“TORCIDA DO VASCO PODE ENTRAR DE GREVE”
Manchete do Jornal
1963
Protesto, Greves e Abaixo-Assinados
Ao
ver seus ídolos cada vez mais velhos e sem substitutos a altura dos jogadores
vendidos, a torcida começava a se desesperar com o falta de uma política de
contratações de grandes jogadores e de uma inoperância na formação de base
eficiente. Enquanto Paulinho de Almeida (30 anos), Coronel (31), Sabará (32) e
Pinga (38) envelheciam, os novos talentos não despontavam. Somente em 1963 o
Vasco conseguiu montar uma dupla de zagueiros que daria confiança a sua torcida
novamente: Brito e Fontana, formaram a partir deste ano uma das melhores zagas
do país nos próximos anos. Mas a renovação era tímida, apenas Maranhão (que
formou dupla de meio-campo com Gerson na seleção brasileira amadora) e
Saulzinho (artilheiro do campeonato carioca em 1962), se destacavam e ganharam
algum cartaz.
Enquanto
os craques saíam e não chegavam os técnicos entravam e saíam em profusão. O
Vasco durante os anos 1960 passou a ser conhecido como cemitério de treinadores[1]. Nem mesmo a contratação de
Oto Glória (1963) daria jeito, sendo demitido em poucos meses. Logo ele que se
destacaria nos anos seguintes como o técnico que levou a seleção portuguesa a
sua melhor colocação numa Copa do Mundo, com o 3° lugar em 1966.
Muitos técnicos eram demitidos após a pressão dos
torcedores.
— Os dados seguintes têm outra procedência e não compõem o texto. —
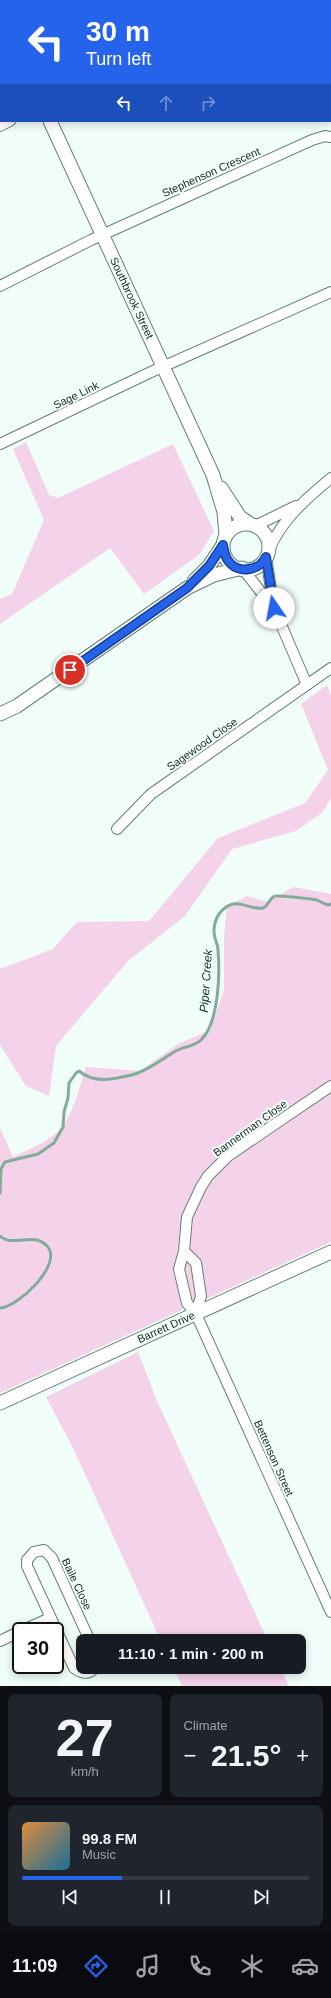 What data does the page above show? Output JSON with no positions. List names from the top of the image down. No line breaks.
{"streets":{"street":["Stephenson Crescent","Southbrook Street","Sage Link","Sagewood Close","Bannerman Close","Barrett Drive","Bettenson Street","Baile Close"]},"crossings":[["Stephenson Crescent","Southbrook Street"],["Southbrook Street","Sage Link"],["Bannerman Close","Barrett Drive"],["Bannerman Close","Bettenson Street"],["Barrett Drive","Bettenson Street"]],"water":["Piper Creek"],"page":{"turn":["30 m","Turn left"],"limit":"30","trip":"11:10 · 1 min · 200 m","tile":[["27","km/h"],"Climate"],"heat":["−","21.5°","+"],"song":["99.8 FM","Music"],"tabs":"11:09"}}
Oa protestos e vaias nos estádios e a organização de
abaixo-assinados foram os principais instrumentos de pressão da torcida: “Dulce
Rosalina, Chefe da Torcida Organizada do Vasco, oferece trégua ao Técnico Jorge
Vieira, abrindo-lhe um crédito de confiança desde que pare de sonhar com o
Sporting ou Corinthians e respeite seu contrato com o Clube da Colina. Se Jorge
aceitar, Dulce trancará na gaveta o memorial que vinha correndo entre os
torcedores para expulsar o Técnico e contratar Gentil Cardoso o que já contava
com 800 assinaturas”[2].
O apoio a Gentil Cardoso veio através de um plebiscido
entre os dois principais técnicos. Cabe lembrar que no início do ano o país
passou por um plebiscito que mobilizou toda população para definir se o país
seria parlamentarista ou presidencialista.
Neste
ano o grande jogo da seleção brasileira foi contra os argentinos que não se
enfrentaram na Copa do Chile em 1962. Brasil e Argentina disputavam a 9ª edição
da Copa Roca. Depois de perder por 3 a 2 no Morumbi, a seleção nacional contou
com todo o apoio da torcida carioca que lotou o Maracanã no maior público da
história do clássico: mais de 130 mil pessoas. Enfrentando Pelé estava um
goleiro que, pela primeira vez, atuava no Maracanã: o goleiro argentino
Andrada, que foi o grande nome dos argentinos no jogo. Sua ótima atuação
despertou o interesse dos dirigentes vascaínos em contratá-lo, o que foi
concretizado somente em 1969. Mas Pelé estava impossível neste dia, marcou 3
gols na vitória do Brasil por 5 a 2. Os argentinos tiveram que ouvir por mais
de 5 minutos os gritos de “olé” pelos torcedores cariocas que incorporaram de
vez este cântico mexicano.
O
ano de 1963 foi um momento privilegiado e a batalha para implantar as Reformas
de Base esteve em pauta durante o governo de João Goulart (1961-64). Defendidas
por amplos setores populares, através de comícios, passeatas e manifestos que
defendiam as mudanças. Entretanto, as mobilizações das camadas populares
acabaram gerando intensa oposição de setores conservadores, com um desfecho
terrível. O acirramento de contradições provocava uma sucessão de crises
políticas, culminando com o Golpe Militar em 1964.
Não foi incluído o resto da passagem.